For this reader, I have four steps:

  1. Pray up. It’s amazing how many times we get upset about things and then, in our still, quiet times with God, He gently corrects us.  Keep this before the Lord for at least a week before speaking with your pastor.
  2. Think up. Something the pastor is doing is touching you at an emotional level.  Before going to the pastor, figure out, “What is it about ME that is so frustrated by this?”
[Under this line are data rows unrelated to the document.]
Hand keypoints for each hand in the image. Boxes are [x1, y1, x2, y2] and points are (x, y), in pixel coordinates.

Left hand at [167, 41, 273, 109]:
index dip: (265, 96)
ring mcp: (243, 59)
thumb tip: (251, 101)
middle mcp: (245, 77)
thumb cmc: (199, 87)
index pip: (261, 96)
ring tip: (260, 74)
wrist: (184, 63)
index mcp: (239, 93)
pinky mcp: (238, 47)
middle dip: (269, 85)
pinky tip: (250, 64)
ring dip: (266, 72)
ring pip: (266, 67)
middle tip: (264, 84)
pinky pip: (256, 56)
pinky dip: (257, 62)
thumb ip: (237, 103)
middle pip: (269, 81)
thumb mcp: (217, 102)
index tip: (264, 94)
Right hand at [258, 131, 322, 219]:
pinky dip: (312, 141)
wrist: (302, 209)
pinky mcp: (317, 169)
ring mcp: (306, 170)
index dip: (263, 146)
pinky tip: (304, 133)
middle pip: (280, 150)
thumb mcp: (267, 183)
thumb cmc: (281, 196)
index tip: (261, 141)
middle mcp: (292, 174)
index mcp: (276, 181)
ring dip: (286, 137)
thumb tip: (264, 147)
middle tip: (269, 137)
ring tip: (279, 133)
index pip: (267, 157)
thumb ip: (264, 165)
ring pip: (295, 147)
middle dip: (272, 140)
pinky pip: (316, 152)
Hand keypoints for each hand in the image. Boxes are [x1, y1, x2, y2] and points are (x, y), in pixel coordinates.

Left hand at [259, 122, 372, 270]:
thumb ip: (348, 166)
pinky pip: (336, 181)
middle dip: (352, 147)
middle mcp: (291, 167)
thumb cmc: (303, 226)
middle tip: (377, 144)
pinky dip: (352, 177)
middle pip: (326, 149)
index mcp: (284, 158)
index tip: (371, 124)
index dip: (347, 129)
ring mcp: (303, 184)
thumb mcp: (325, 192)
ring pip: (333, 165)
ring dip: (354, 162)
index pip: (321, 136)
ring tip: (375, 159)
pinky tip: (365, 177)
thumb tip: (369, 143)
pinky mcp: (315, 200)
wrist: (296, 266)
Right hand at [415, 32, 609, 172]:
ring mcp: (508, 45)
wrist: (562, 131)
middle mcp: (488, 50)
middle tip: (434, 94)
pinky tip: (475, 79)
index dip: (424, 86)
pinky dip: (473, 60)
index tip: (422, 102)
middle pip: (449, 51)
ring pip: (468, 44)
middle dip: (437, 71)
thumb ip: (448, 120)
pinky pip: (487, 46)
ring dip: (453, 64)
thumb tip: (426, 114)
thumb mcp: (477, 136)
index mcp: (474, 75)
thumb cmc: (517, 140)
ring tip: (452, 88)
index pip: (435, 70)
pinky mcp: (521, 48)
  3. Speak up. Not to others, not to me, but to the pastor.  Matthew 18 couldn’t be more clear about how to handle things when you feel someone is at fault.  If he agrees with you, you’ve won.  If he doesn’t, you need to understand that you’re under authority.  God, through your elders or denomination, called him to lead your congregation.  Following his leadership when you agree is easy; it’s not really following at all.  But how do you follow when you disagree?  That’s the mark of your submission to the authority God has appointed.
  4. Shut up. I know enough church people to know that this is the point where they start talking to one another.  Oh, it’s never gossip; it’s just “something that’s been on my heart” or “something I wanted you to pray about.”  Because those are loopholes Scripture allows, right?  Remember that Christ indwells your pastor; if you are talking trash about your pastor – even behind your spiritual veneer – you are talking trash about Christ.
  5. Move on. If the issue is so egregious that you believe God is calling you to break fellowship and find another community with which to worship, do so carefully and quietly.  You don’t need to tell people your reasons for leaving; you don’t need to give a big farewell address.  God has simply called you to another place.